First up in San José is “A Night to Remember,” an event featuring dinner and dancing as well as a fashion show and a performance by international singer and showman Gillo from Barbados.

Sponsored by Black Women in Action and Limón Roots magazine, the event will take place tomorrow at 7 p.m. at the Hotel Corobicí in Sabana Norte, on the west side of San José.

Activities are scheduled across the country, from the northwestern province of Guanacaste to San José to the Caribbean slope. Most of the festival’s events, however, will take place in the Caribbean port city of Limón. The festival really gets going around Aug. 21 and culminates with a gala parade through the streets of Limón Aug. 31.

Other highlights include the crowning of “Lady Black Beauty” Aug. 25 in Limón and a number of shows and concerts, including performances by Trinidadian calypso king Mighty Sparrow in San José Aug. 28 and in Limón Aug. 31, after the parade.

Marcelle Taylor, coordinator for the Black Ethnic Civic Committee of Limón, said the city is “the capital of culture in Costa Rica,” and the heart of the country’s African roots.

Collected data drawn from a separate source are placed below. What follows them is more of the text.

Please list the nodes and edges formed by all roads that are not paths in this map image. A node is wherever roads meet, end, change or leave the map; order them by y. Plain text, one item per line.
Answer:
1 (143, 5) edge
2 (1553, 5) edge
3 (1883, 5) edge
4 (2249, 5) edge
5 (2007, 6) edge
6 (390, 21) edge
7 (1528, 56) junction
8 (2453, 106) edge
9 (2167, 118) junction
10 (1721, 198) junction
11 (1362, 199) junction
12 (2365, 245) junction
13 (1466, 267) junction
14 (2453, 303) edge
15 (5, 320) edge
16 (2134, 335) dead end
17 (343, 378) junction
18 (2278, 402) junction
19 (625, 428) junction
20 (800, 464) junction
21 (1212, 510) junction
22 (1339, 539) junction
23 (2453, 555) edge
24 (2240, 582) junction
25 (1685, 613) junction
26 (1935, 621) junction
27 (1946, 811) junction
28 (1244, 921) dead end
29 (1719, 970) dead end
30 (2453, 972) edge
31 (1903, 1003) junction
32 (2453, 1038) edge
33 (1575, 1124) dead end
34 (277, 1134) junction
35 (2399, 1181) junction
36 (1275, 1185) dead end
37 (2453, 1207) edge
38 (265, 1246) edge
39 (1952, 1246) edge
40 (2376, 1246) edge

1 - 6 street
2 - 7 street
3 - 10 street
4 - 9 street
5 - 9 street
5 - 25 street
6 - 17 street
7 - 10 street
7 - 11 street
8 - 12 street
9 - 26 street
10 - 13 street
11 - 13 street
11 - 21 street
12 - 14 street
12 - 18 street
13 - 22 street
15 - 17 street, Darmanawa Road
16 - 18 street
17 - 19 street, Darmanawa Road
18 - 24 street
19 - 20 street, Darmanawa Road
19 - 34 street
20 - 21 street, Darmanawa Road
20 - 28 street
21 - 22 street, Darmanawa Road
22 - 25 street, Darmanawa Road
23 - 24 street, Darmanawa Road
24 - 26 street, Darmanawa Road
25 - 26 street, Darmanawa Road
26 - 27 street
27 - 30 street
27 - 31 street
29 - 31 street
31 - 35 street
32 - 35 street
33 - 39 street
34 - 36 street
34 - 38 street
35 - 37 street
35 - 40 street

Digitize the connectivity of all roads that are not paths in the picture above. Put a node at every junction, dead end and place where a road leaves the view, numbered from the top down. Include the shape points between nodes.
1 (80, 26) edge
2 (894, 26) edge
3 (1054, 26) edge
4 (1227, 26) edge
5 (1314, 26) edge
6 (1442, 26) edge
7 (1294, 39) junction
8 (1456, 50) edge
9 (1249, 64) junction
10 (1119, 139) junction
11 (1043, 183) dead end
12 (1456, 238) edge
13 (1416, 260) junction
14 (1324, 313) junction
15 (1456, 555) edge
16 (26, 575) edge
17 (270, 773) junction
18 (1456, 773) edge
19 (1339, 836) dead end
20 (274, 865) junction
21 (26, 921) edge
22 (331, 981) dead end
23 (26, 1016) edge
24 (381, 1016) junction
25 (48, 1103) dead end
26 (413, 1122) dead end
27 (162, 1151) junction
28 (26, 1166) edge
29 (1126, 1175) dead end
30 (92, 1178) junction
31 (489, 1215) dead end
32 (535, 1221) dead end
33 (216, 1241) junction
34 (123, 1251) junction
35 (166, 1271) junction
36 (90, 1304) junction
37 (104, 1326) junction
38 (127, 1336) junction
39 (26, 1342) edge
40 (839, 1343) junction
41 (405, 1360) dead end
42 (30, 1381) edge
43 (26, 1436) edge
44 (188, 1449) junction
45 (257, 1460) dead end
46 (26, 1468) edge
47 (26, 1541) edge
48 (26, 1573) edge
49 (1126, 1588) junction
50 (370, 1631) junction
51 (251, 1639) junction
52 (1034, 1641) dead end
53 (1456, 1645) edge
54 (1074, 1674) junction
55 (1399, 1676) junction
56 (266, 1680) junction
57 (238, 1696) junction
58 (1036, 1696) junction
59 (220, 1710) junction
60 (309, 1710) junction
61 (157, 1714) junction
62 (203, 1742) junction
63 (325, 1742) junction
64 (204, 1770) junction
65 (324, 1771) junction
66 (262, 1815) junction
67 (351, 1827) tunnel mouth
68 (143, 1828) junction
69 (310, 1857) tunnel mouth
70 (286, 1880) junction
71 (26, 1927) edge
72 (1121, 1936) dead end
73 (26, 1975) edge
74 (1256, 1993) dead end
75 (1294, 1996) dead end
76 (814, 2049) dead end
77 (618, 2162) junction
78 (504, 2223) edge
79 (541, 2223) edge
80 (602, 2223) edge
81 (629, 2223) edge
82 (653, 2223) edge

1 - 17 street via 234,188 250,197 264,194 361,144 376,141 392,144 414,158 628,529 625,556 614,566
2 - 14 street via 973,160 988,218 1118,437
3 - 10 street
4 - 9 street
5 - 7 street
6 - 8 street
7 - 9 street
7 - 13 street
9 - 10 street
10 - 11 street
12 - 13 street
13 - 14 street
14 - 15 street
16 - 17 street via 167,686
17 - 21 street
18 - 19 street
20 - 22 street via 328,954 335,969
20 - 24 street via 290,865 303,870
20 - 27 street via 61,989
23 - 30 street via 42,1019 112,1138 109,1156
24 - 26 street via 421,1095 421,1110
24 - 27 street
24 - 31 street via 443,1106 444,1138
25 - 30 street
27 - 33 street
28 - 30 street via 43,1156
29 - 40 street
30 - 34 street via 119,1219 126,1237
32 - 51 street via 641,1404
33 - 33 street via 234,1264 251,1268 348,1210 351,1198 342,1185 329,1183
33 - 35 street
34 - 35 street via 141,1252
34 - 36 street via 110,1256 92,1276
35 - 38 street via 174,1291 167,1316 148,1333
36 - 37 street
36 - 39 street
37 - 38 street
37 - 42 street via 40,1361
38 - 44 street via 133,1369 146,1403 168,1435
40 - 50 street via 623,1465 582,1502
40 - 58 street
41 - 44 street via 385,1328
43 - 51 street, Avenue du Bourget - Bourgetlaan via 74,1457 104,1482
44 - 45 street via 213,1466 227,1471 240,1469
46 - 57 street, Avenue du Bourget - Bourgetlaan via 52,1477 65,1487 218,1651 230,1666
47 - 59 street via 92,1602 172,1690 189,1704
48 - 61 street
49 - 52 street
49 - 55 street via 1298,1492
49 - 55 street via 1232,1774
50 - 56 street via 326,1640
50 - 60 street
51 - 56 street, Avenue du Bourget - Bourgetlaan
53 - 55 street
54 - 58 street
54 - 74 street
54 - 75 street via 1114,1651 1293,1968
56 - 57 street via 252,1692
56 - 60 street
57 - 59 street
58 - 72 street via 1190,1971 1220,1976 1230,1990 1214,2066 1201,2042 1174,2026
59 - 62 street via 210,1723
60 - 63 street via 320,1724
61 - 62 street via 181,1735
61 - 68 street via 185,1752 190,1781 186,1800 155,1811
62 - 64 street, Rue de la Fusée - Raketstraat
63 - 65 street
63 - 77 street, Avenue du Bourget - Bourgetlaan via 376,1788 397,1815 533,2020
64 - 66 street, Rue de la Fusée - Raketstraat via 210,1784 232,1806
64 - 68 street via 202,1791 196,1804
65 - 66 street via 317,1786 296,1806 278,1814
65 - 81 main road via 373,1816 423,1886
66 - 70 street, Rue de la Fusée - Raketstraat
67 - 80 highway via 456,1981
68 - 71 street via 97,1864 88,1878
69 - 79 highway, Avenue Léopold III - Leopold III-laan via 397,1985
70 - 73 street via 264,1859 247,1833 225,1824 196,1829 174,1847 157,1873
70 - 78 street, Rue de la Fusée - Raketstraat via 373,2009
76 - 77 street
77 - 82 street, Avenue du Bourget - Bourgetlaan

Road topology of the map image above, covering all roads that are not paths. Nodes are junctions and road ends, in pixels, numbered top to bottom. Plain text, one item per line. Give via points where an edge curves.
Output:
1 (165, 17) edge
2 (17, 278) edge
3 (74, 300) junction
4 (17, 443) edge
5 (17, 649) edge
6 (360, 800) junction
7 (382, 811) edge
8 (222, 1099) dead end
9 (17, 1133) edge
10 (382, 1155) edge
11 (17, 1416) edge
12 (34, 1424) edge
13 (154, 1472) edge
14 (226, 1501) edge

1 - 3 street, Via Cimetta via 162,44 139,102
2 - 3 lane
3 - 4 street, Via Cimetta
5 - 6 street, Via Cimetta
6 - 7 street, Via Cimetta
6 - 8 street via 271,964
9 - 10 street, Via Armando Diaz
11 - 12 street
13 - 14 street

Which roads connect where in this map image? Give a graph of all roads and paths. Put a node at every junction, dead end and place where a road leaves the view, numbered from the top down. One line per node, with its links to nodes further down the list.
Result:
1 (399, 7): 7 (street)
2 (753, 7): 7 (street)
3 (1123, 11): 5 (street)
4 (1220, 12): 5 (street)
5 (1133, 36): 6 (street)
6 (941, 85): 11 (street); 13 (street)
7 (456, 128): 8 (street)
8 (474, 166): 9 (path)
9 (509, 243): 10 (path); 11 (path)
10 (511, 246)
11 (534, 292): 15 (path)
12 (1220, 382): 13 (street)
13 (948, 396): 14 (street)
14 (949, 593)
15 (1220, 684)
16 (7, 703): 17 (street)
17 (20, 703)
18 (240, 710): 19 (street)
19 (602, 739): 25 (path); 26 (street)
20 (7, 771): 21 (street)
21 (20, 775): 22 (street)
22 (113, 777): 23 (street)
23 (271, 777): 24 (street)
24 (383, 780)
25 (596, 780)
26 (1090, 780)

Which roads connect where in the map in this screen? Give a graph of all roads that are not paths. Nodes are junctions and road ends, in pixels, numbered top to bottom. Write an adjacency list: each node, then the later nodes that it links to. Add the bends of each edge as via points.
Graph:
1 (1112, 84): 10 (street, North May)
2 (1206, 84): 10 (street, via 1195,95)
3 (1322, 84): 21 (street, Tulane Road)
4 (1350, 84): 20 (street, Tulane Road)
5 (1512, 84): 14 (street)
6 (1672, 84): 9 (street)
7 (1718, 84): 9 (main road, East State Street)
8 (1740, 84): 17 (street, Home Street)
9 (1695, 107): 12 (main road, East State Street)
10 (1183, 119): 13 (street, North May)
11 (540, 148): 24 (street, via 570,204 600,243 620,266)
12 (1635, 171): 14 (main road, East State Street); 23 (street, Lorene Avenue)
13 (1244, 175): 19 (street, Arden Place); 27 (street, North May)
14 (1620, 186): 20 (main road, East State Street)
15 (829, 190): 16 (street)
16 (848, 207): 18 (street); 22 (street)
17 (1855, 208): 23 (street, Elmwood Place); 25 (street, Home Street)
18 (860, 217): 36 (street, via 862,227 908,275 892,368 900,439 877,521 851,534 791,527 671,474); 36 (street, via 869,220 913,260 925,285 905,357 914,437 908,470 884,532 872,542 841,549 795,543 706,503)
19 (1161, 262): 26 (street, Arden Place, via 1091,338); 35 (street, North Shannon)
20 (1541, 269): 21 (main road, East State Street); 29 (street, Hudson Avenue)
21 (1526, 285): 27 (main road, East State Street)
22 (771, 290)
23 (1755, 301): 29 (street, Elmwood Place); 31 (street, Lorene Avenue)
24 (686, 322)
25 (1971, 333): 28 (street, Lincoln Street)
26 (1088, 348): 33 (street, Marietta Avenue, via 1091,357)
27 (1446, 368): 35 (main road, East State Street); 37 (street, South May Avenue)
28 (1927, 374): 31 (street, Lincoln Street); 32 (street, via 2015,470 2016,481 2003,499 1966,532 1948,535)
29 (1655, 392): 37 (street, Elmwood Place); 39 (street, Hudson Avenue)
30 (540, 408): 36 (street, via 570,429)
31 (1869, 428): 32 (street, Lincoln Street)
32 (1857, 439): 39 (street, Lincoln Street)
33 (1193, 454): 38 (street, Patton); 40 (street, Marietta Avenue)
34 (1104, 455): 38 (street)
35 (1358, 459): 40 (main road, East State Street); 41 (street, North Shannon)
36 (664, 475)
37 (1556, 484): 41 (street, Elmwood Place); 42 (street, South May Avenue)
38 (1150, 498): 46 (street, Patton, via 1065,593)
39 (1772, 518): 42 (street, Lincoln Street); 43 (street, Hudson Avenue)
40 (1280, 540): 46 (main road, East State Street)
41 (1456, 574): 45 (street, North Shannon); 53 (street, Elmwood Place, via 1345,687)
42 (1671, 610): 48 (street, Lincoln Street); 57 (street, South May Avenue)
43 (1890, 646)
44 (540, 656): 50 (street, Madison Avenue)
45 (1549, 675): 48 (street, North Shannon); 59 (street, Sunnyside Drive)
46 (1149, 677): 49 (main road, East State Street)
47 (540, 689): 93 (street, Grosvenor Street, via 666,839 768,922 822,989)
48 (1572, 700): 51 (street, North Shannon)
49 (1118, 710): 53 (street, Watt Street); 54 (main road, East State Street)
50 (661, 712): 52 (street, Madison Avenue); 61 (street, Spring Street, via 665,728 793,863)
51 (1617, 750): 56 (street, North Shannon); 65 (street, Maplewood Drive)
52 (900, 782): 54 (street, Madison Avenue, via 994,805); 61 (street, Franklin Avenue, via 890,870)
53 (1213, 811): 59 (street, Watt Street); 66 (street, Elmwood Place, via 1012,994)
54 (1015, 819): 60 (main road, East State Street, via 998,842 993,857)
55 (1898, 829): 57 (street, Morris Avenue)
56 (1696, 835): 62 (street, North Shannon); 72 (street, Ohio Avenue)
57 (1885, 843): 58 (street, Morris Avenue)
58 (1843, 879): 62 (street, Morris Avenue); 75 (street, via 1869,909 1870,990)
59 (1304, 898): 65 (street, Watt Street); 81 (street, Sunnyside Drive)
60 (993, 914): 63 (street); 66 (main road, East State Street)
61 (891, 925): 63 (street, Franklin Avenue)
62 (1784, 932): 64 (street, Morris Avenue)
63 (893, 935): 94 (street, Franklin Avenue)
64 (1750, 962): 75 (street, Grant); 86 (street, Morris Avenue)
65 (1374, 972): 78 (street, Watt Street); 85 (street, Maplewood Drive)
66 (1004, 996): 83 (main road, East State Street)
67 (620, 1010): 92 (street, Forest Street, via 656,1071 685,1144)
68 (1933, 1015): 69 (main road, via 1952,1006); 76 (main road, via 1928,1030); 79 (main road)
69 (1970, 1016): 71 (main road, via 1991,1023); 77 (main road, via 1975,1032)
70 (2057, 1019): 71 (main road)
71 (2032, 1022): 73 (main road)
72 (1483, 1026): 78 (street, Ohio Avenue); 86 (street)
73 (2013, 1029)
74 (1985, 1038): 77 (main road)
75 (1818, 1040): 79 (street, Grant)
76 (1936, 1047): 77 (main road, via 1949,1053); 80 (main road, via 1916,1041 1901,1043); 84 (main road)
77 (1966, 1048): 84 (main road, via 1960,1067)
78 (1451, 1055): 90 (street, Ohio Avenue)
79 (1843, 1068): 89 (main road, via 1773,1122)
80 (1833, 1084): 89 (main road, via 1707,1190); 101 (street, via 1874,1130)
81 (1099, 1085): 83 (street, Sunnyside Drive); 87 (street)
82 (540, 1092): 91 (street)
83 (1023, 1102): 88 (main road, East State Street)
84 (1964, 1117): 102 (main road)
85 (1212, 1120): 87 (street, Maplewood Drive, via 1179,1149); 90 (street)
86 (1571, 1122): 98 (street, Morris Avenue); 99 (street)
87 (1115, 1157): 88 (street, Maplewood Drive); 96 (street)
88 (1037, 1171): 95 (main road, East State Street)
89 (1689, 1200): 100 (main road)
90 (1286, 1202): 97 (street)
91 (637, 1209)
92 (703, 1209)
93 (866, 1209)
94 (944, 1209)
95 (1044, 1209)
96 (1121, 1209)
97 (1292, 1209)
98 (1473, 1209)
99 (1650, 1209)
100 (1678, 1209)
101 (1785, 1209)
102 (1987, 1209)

Ramiro Crawford, festival organizer and editor of Limón Roots magazine, said the festival was a time for reflecting on what was being celebrated, including the things that make Afro-Costa Rican culture unique, how far blacks have come through a history of hardship and things that still need to be accomplished.

Crawford also pointed out that this August marks the 120th anniversary of the birth of Jamaican black activist and nationalist Marcus Garvey.

Garvey lived in Costa Rica from 1910 to 1911, working as a timekeeper for United Fruit Company before he founded the black newspaper La Nación, not to be confused with today’s daily. He went on to form the Universal Negro Improvement Association (UNIA) in Harlem, New York, in 1914.

Founded in 1922, Limón’s Liberty Hall (the Black Star Line building), where Mighty Sparrow will be playing, was the headquarters of the UNIA in Costa Rica, and has been a spot of black cultural preservation, pride and awareness ever since. Several festival events are set to take place here.